» What you should do:
Each line in the listing below needs to be transcribed exactly.

» Supplied data:
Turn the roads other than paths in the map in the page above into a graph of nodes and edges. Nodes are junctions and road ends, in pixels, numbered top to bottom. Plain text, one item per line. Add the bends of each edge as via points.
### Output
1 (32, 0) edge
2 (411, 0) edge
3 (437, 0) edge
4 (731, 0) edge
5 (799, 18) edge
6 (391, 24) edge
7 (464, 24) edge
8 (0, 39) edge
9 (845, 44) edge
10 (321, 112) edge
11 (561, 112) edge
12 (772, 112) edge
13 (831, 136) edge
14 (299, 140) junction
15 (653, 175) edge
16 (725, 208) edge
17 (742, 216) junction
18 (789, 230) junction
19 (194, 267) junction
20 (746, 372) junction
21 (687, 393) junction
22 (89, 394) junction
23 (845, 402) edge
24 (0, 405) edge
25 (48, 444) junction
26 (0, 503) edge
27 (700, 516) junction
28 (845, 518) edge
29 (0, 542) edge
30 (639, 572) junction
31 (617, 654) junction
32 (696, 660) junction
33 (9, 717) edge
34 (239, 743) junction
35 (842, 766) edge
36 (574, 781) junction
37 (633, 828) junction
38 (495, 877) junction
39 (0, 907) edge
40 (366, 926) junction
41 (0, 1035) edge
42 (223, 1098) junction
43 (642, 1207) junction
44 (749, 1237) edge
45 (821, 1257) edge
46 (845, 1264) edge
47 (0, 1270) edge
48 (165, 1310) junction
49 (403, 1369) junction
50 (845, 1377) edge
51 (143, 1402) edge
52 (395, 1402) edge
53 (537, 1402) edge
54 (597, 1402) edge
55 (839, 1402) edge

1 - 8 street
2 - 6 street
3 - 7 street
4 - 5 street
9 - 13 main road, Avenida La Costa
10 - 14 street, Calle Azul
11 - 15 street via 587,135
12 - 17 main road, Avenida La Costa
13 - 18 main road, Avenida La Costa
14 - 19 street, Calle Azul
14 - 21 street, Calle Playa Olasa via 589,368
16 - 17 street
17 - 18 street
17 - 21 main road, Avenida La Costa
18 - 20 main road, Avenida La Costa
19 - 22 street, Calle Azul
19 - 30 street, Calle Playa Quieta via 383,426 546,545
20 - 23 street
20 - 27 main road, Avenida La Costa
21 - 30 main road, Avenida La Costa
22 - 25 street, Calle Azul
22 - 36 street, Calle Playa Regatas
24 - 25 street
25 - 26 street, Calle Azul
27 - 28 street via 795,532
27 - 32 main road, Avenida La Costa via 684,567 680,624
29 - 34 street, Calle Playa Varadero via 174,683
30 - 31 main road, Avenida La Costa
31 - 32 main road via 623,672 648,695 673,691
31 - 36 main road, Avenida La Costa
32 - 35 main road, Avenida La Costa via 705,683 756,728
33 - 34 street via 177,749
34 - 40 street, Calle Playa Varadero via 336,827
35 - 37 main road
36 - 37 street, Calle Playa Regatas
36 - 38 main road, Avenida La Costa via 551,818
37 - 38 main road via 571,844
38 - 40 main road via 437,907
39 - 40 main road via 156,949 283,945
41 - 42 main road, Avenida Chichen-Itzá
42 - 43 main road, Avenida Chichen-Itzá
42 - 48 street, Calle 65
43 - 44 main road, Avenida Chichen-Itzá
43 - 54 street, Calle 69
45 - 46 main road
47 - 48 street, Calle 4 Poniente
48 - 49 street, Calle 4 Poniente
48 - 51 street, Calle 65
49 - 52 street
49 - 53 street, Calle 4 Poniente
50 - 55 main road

» Written solution:
Turn the roads other than paths in the map in the page above into a graph of nodes and edges. Nodes are junctions and road ends, in pixels, numbered top to bottom. Plain text, one item per line. Add the bends of each edge as via points.
### Output
1 (32, 0) edge
2 (411, 0) edge
3 (437, 0) edge
4 (731, 0) edge
5 (799, 18) edge
6 (391, 24) edge
7 (464, 24) edge
8 (0, 39) edge
9 (845, 44) edge
10 (321, 112) edge
11 (561, 112) edge
12 (772, 112) edge
13 (831, 136) edge
14 (299, 140) junction
15 (653, 175) edge
16 (725, 208) edge
17 (742, 216) junction
18 (789, 230) junction
19 (194, 267) junction
20 (746, 372) junction
21 (687, 393) junction
22 (89, 394) junction
23 (845, 402) edge
24 (0, 405) edge
25 (48, 444) junction
26 (0, 503) edge
27 (700, 516) junction
28 (845, 518) edge
29 (0, 542) edge
30 (639, 572) junction
31 (617, 654) junction
32 (696, 660) junction
33 (9, 717) edge
34 (239, 743) junction
35 (842, 766) edge
36 (574, 781) junction
37 (633, 828) junction
38 (495, 877) junction
39 (0, 907) edge
40 (366, 926) junction
41 (0, 1035) edge
42 (223, 1098) junction
43 (642, 1207) junction
44 (749, 1237) edge
45 (821, 1257) edge
46 (845, 1264) edge
47 (0, 1270) edge
48 (165, 1310) junction
49 (403, 1369) junction
50 (845, 1377) edge
51 (143, 1402) edge
52 (395, 1402) edge
53 (537, 1402) edge
54 (597, 1402) edge
55 (839, 1402) edge

1 - 8 street
2 - 6 street
3 - 7 street
4 - 5 street
9 - 13 main road, Avenida La Costa
10 - 14 street, Calle Azul
11 - 15 street via 587,135
12 - 17 main road, Avenida La Costa
13 - 18 main road, Avenida La Costa
14 - 19 street, Calle Azul
14 - 21 street, Calle Playa Olasa via 589,368
16 - 17 street
17 - 18 street
17 - 21 main road, Avenida La Costa
18 - 20 main road, Avenida La Costa
19 - 22 street, Calle Azul
19 - 30 street, Calle Playa Quieta via 383,426 546,545
20 - 23 street
20 - 27 main road, Avenida La Costa
21 - 30 main road, Avenida La Costa
22 - 25 street, Calle Azul
22 - 36 street, Calle Playa Regatas
24 - 25 street
25 - 26 street, Calle Azul
27 - 28 street via 795,532
27 - 32 main road, Avenida La Costa via 684,567 680,624
29 - 34 street, Calle Playa Varadero via 174,683
30 - 31 main road, Avenida La Costa
31 - 32 main road via 623,672 648,695 673,691
31 - 36 main road, Avenida La Costa
32 - 35 main road, Avenida La Costa via 705,683 756,728
33 - 34 street via 177,749
34 - 40 street, Calle Playa Varadero via 336,827
35 - 37 main road
36 - 37 street, Calle Playa Regatas
36 - 38 main road, Avenida La Costa via 551,818
37 - 38 main road via 571,844
38 - 40 main road via 437,907
39 - 40 main road via 156,949 283,945
41 - 42 main road, Avenida Chichen-Itzá
42 - 43 main road, Avenida Chichen-Itzá
42 - 48 street, Calle 65
43 - 44 main road, Avenida Chichen-Itzá
43 - 54 street, Calle 69
45 - 46 main road
47 - 48 street, Calle 4 Poniente
48 - 49 street, Calle 4 Poniente
48 - 51 street, Calle 65
49 - 52 street
49 - 53 street, Calle 4 Poniente
50 - 55 main road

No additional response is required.